#### What needs to be done:
Which lines of the listing hold the string "roads"? Copy those lines.

[Opening Records supplied section]

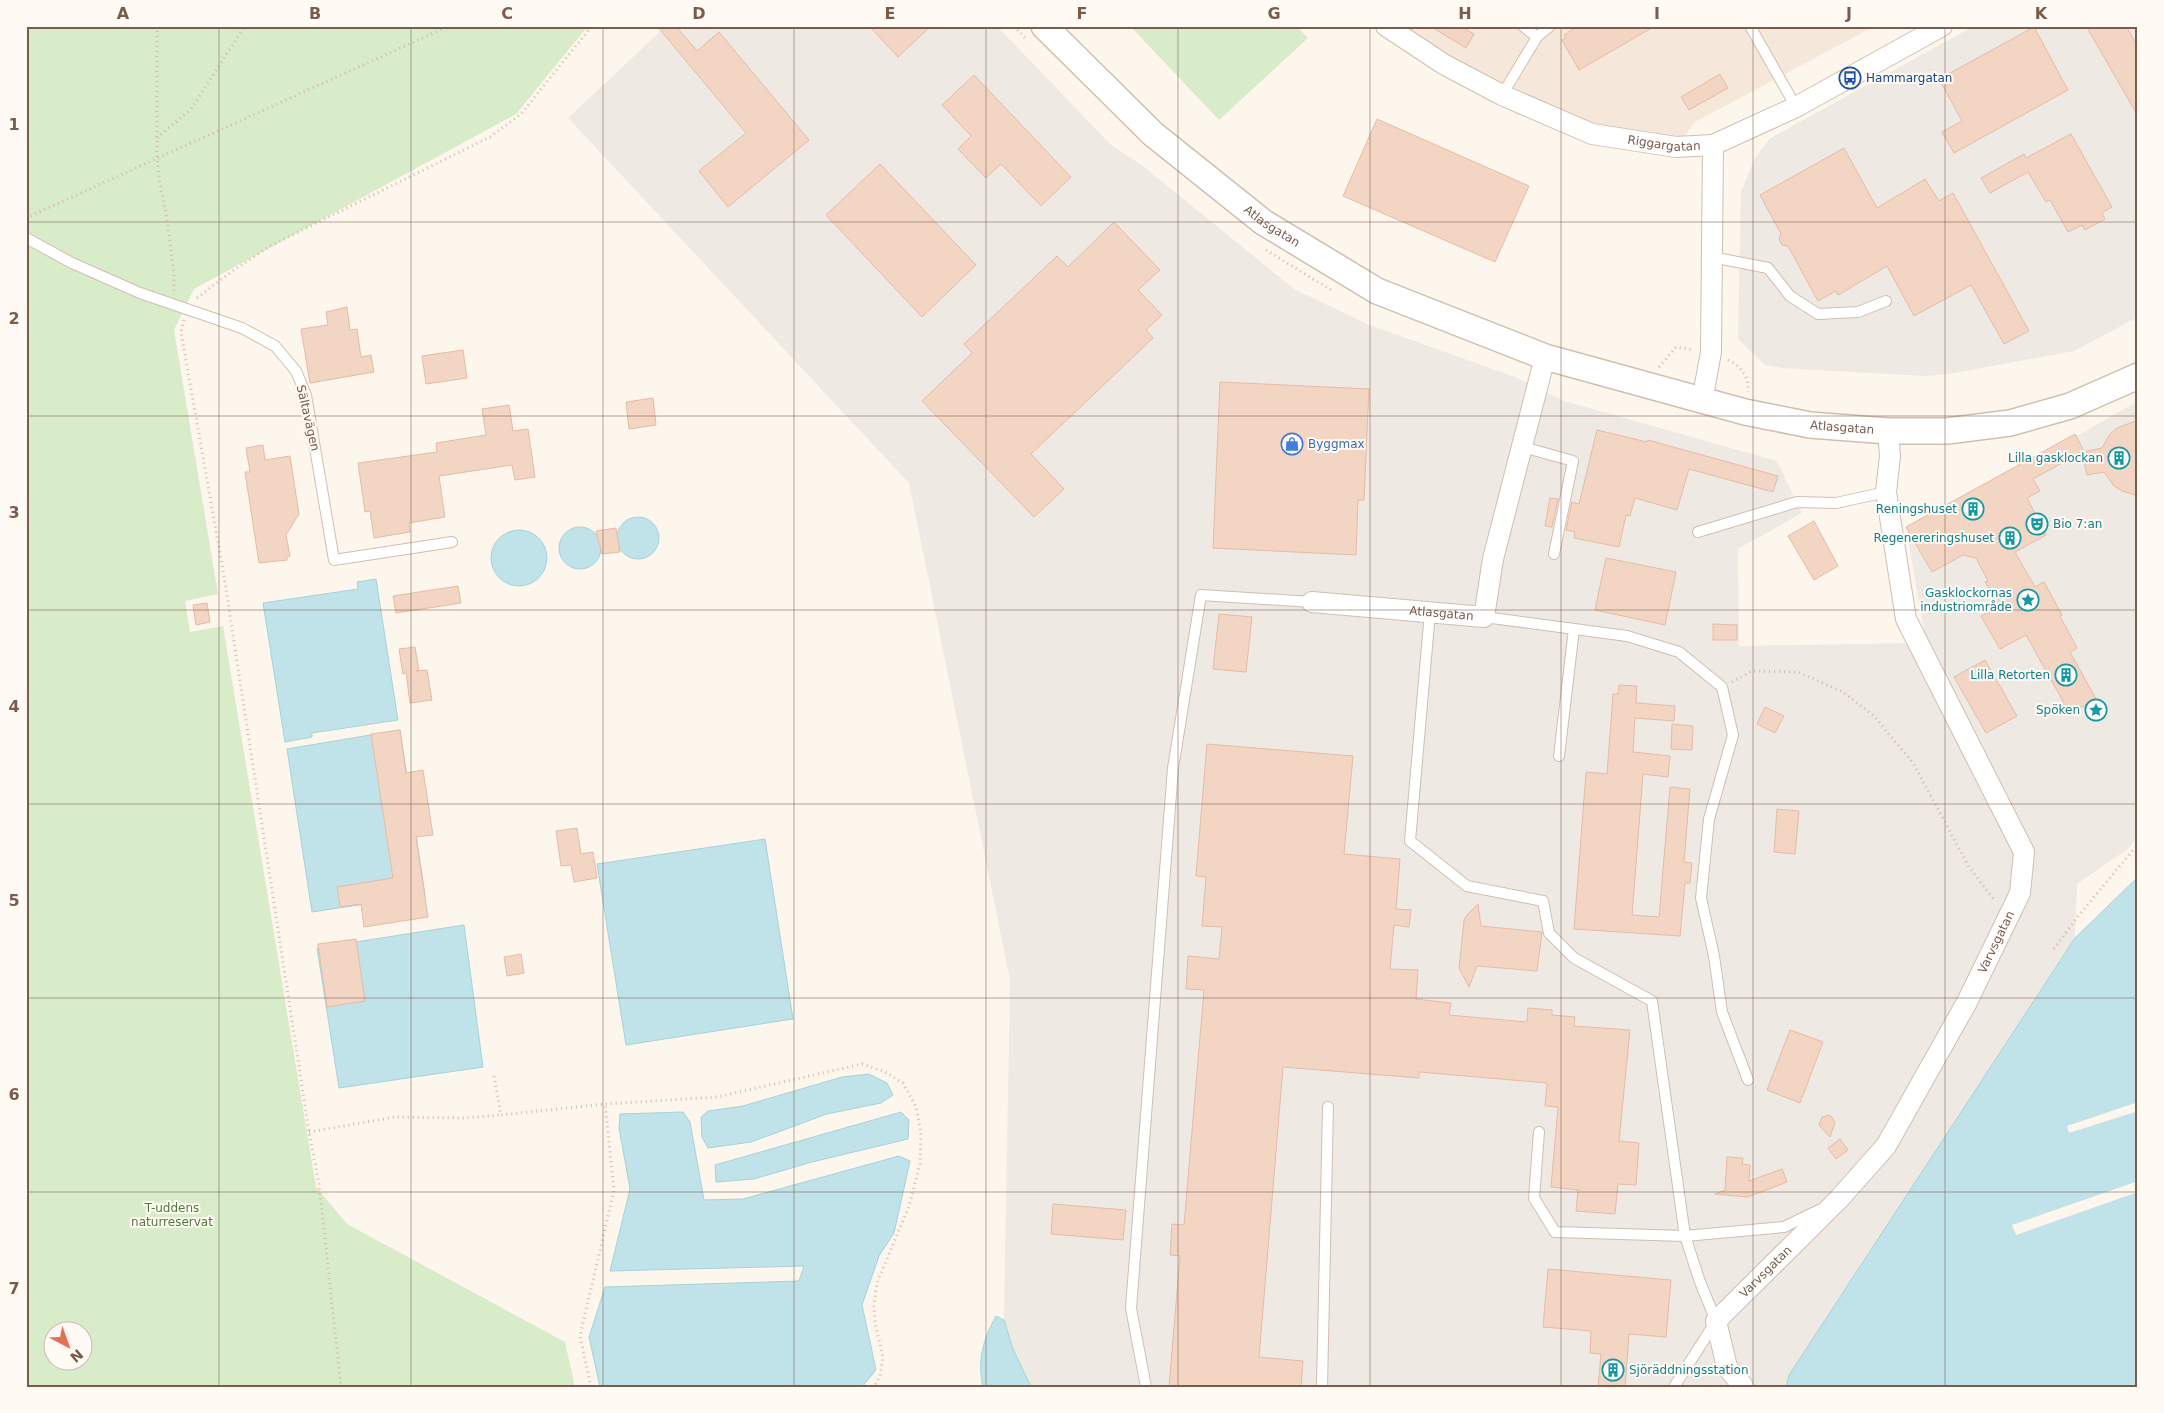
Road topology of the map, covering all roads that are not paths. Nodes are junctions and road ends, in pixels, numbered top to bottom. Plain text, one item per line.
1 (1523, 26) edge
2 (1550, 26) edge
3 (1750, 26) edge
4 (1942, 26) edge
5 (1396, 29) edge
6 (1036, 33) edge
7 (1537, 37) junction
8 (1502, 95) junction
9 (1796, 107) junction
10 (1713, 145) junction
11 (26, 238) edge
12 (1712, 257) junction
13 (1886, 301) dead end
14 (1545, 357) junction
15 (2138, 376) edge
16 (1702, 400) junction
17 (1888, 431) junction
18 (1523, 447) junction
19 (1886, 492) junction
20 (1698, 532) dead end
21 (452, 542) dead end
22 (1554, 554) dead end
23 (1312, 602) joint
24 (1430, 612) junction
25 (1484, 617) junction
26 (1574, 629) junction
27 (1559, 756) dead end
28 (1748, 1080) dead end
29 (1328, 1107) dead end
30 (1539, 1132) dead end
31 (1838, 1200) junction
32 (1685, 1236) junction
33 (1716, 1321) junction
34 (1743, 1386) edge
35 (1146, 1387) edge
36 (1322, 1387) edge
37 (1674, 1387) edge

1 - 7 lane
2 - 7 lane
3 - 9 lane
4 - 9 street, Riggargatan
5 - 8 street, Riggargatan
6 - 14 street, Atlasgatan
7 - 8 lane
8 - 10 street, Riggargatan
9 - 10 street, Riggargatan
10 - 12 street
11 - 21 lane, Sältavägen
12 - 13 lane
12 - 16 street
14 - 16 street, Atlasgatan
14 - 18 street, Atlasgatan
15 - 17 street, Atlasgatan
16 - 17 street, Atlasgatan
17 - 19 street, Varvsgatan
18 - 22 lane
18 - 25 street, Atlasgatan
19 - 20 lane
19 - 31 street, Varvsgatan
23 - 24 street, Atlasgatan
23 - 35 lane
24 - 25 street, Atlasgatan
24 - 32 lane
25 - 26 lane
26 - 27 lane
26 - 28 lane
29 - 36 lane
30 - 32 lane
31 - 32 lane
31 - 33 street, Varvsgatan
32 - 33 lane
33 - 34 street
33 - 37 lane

[Closing Records supplied section]
[Opening Records supplied section]

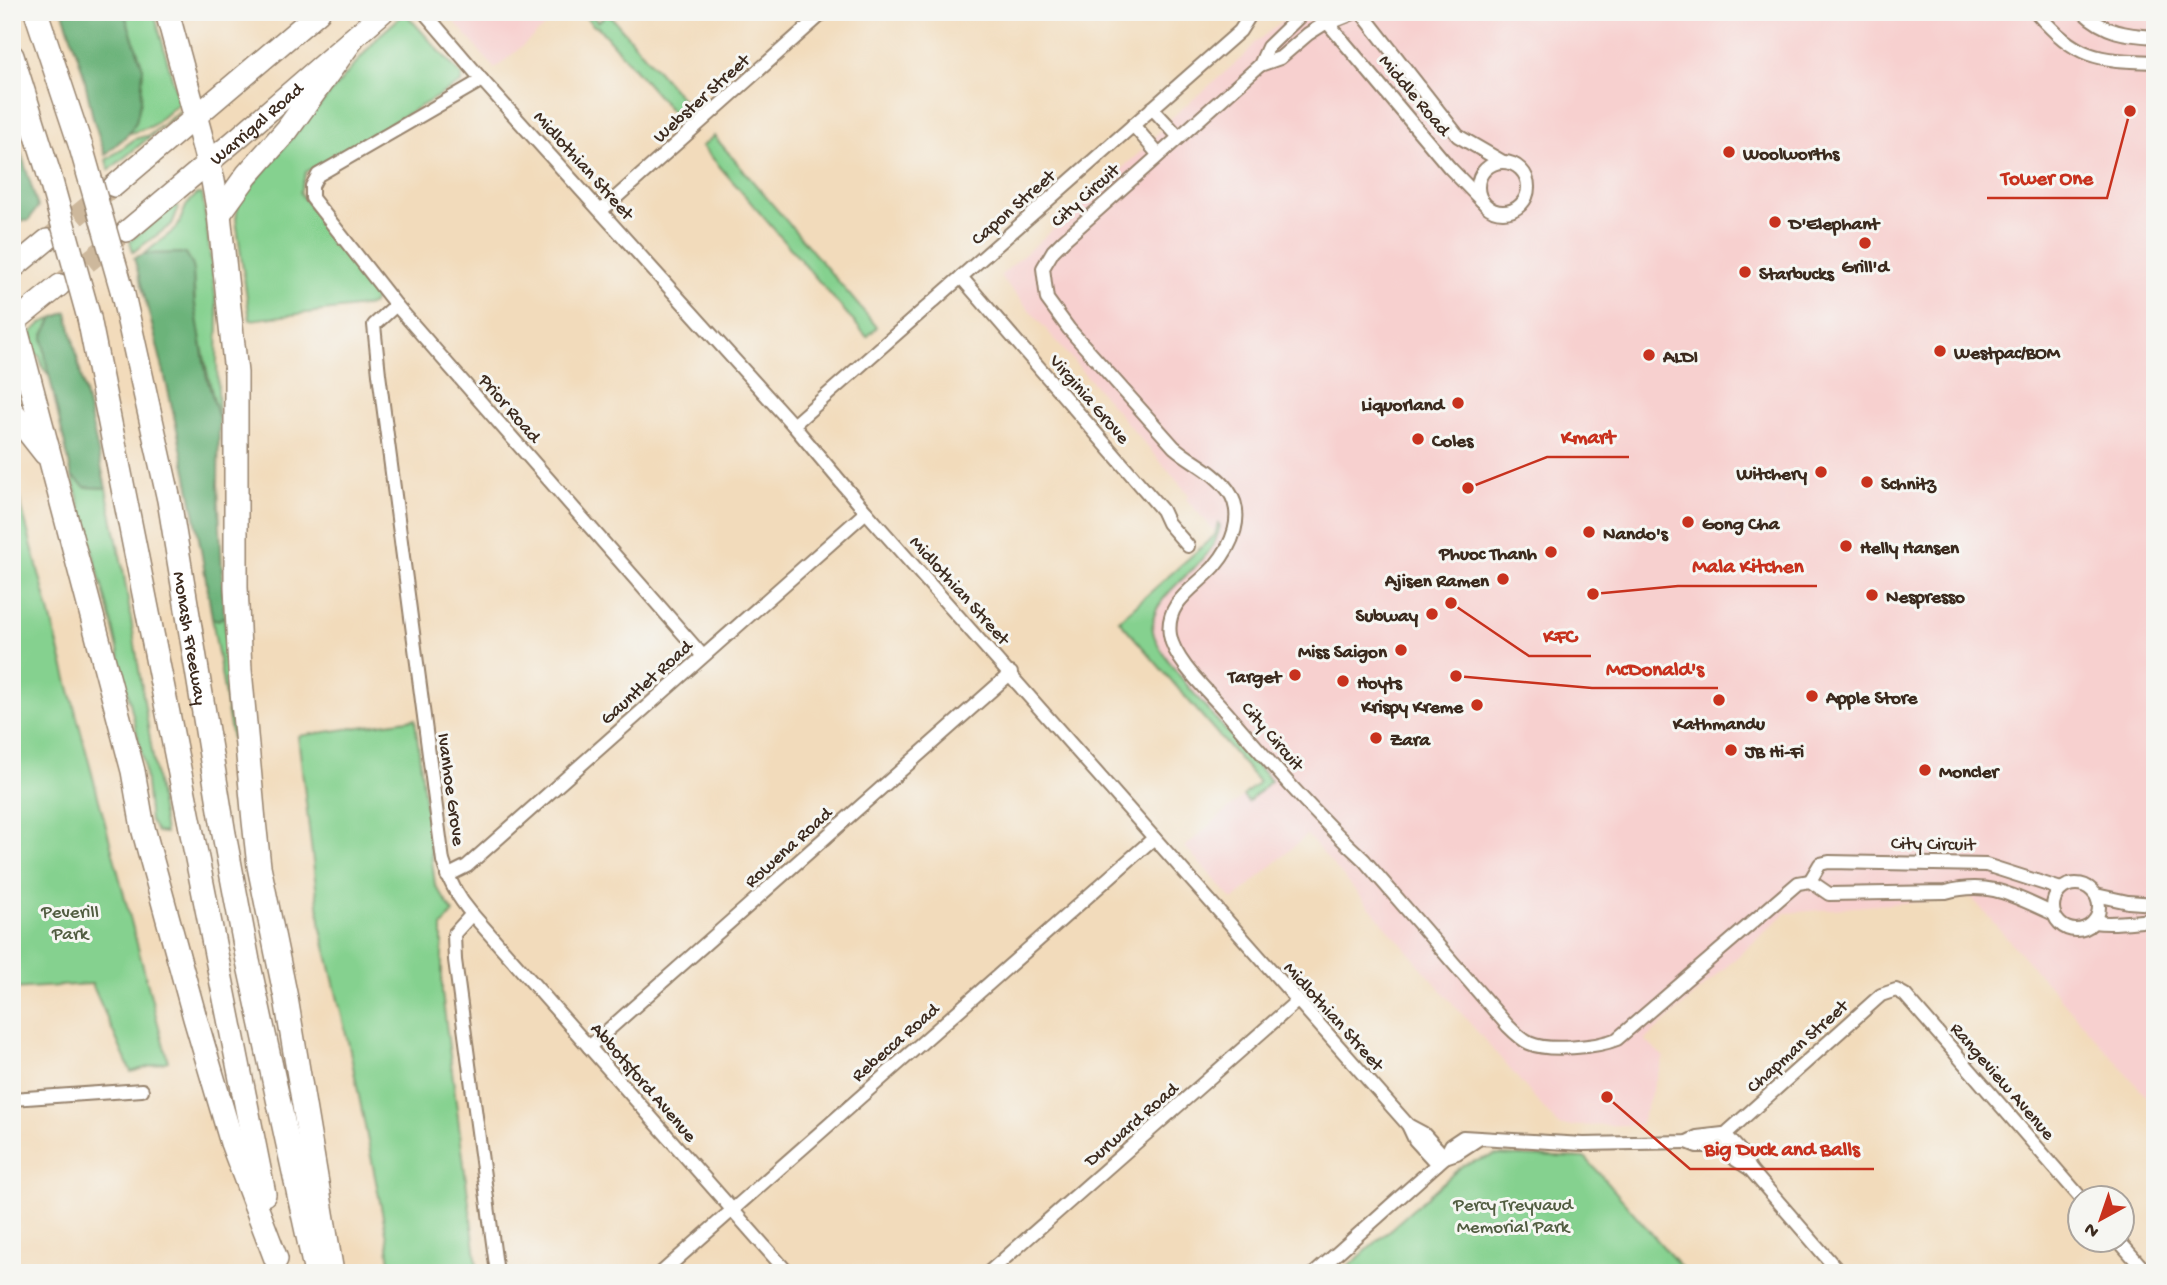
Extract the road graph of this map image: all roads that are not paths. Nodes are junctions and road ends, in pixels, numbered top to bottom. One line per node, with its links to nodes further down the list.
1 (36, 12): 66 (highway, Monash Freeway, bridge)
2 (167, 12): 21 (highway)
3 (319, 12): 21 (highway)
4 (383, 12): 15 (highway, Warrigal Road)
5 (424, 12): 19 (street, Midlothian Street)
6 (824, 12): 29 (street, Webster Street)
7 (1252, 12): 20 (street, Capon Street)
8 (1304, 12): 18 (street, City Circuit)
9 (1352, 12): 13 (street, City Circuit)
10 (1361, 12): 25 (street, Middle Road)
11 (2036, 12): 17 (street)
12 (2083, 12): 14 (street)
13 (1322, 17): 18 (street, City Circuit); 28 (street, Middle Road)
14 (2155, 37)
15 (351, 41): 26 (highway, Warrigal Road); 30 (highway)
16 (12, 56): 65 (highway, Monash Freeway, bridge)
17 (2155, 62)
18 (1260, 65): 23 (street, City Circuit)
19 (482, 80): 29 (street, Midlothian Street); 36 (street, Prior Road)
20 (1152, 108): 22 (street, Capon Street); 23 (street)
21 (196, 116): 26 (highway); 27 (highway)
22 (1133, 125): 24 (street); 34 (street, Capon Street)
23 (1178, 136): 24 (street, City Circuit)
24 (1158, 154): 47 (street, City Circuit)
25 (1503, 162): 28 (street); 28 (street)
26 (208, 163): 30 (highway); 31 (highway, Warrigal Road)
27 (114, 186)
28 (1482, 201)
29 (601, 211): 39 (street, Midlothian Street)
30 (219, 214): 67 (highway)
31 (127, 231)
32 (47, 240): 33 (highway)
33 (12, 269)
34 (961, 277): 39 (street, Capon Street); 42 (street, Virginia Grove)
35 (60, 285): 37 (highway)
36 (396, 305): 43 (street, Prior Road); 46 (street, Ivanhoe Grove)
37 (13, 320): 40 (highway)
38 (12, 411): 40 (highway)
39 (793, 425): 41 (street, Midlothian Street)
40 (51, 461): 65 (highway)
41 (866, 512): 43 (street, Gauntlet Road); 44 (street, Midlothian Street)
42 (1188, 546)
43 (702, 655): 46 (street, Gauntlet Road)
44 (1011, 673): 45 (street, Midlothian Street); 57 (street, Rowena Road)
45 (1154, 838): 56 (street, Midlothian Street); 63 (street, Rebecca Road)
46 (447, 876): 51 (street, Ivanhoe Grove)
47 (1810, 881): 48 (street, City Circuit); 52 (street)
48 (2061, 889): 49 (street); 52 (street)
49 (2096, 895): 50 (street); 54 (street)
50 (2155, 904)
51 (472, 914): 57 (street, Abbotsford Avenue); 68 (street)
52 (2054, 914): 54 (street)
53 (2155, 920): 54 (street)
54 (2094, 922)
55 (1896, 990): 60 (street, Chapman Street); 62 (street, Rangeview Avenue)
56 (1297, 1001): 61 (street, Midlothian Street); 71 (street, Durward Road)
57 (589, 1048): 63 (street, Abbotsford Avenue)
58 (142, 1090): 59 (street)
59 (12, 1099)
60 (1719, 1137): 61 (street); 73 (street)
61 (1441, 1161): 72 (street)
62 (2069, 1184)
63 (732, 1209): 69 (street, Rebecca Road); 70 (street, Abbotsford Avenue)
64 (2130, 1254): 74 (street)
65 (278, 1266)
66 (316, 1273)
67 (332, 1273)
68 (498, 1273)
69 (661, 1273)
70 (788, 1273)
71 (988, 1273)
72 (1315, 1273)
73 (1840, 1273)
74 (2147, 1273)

[Closing Records supplied section]

#### Exercise response:
Road topology of the map, covering all roads that are not paths. Nodes are junctions and road ends, in pixels, numbered top to bottom. Plain text, one item per line.
Extract the road graph of this map image: all roads that are not paths. Nodes are junctions and road ends, in pixels, numbered top to bottom. One line per node, with its links to nodes further down the list.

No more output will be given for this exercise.